If patients were to be rewarded with lower insurance rates, or tax breaks for reducing their utilization of health care resources, this would encourage people to take more responsibility for their health. It would mean that people who choose more expensive options would have to pay for what they get. Isn't paying for what you recieve fair? Some may say that this discriminates against those with congenital or other "no-fault" illnesses. Individuals who reduce their health care consumption annually would receive financial benefits, whether they came down from $100,000/year to $95,000 per year, or from $2000 to $1900. This way people with congenital illness or other "no fault" would not be discriminated against because they need expensive treatments just to survive. And people with low costs would have an incentive to keep their costs low by not smoking, not using drugs, and exercising. It is known that at least 50% of health problems are caused by behavior and as such are modifiable without the need for conventional medical treatment.

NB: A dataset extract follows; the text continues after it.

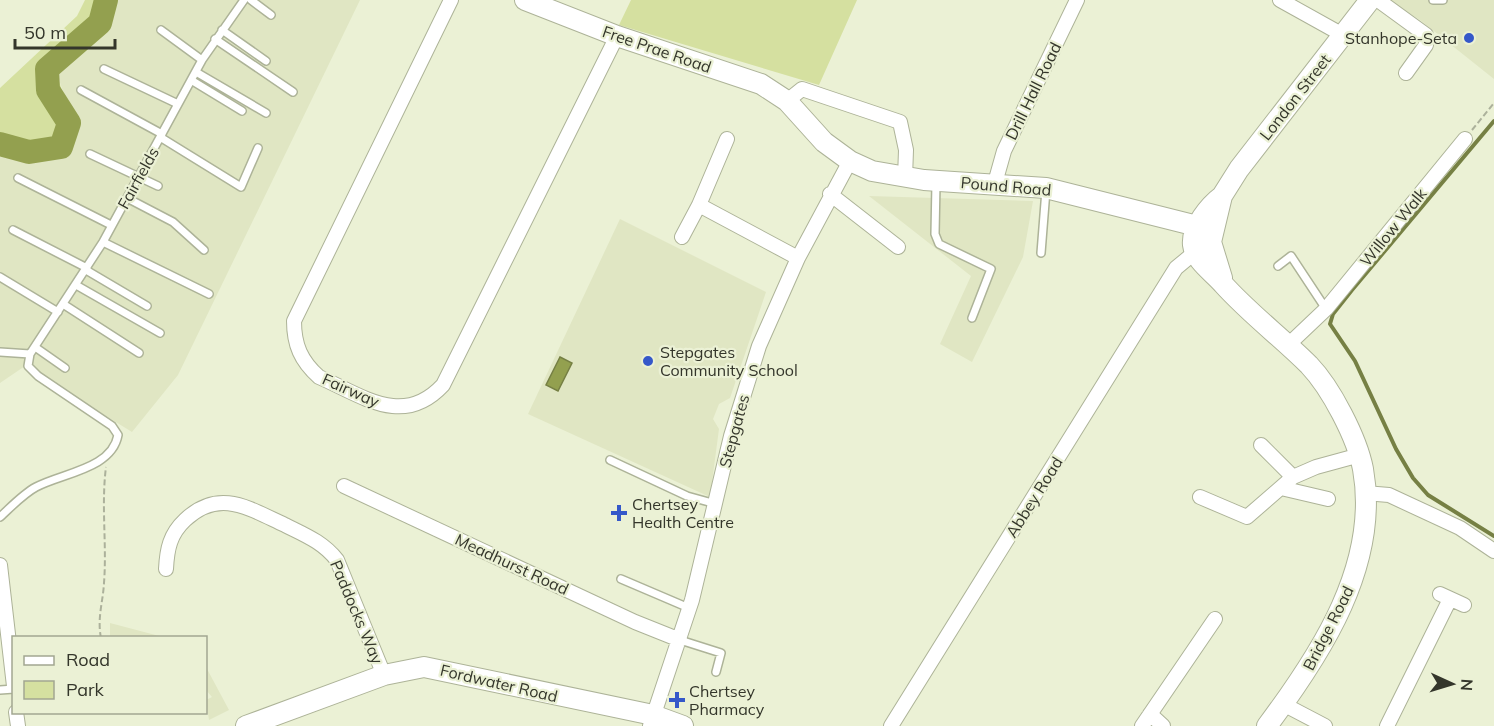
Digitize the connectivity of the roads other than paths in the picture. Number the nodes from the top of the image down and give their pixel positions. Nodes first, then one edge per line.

Many physicians will look at less care as worse care. The notion is that you get what you pay for. However, studies on regional Medicare spending show that regions that have higher spending have no better health in their populations than regions with higher spending. Also, the notion that more spending results in better health is illogical. The healthier people are, the less their health care costs should be. The sicker they are, the more costs they will incur. This type of convoluted logic is itself a product of a diseased system, one that understands only disease and not health.

How does alternative medicine fall into all of this, you may wonder? Health care reform is very doctor-centric, and ignores the reality that large numbers of our population see practitioners of alternative medicine including chiropracters, naturopaths, acupuncturists, and so on. The numbers of these alternative health care practitioners are considerable. As a practitioner of alternative medicine myself, I am of course sympathetic to those who wish health care reform not to leave out these practitioners, and those who benefit from their work. Many fear that by expanding coverage to these practitioners, the health care costs of the country would just be increased further. I would propose only that these practitioners be judged by the same standards as physicians and other more conventional health care practitioners, nurse practitioners, physician's assistants, physical therapists and so on -- namely that their reimbursement rates be adjusted according to whether their patients show an increase or decrease in their collective health care expenditures for the time during which they were in treatment. This tends to reward those practitioners who are helping their patients be healthier and take away from those who are worsening or at least failing to improve the health of their patients.

In sum, we need to make doctors and patients more responsible for the health care costs they generate, support primary care, reduce built in medical education debts and malpractice costs that drive up the costs of care, add to the workforce that can affordably treat the uninsured and indigent, and let any treatment that helps hold down costs be justly rewarded. These are the kinds of proposals which I believe will move the system and those that it serves in the direction of health.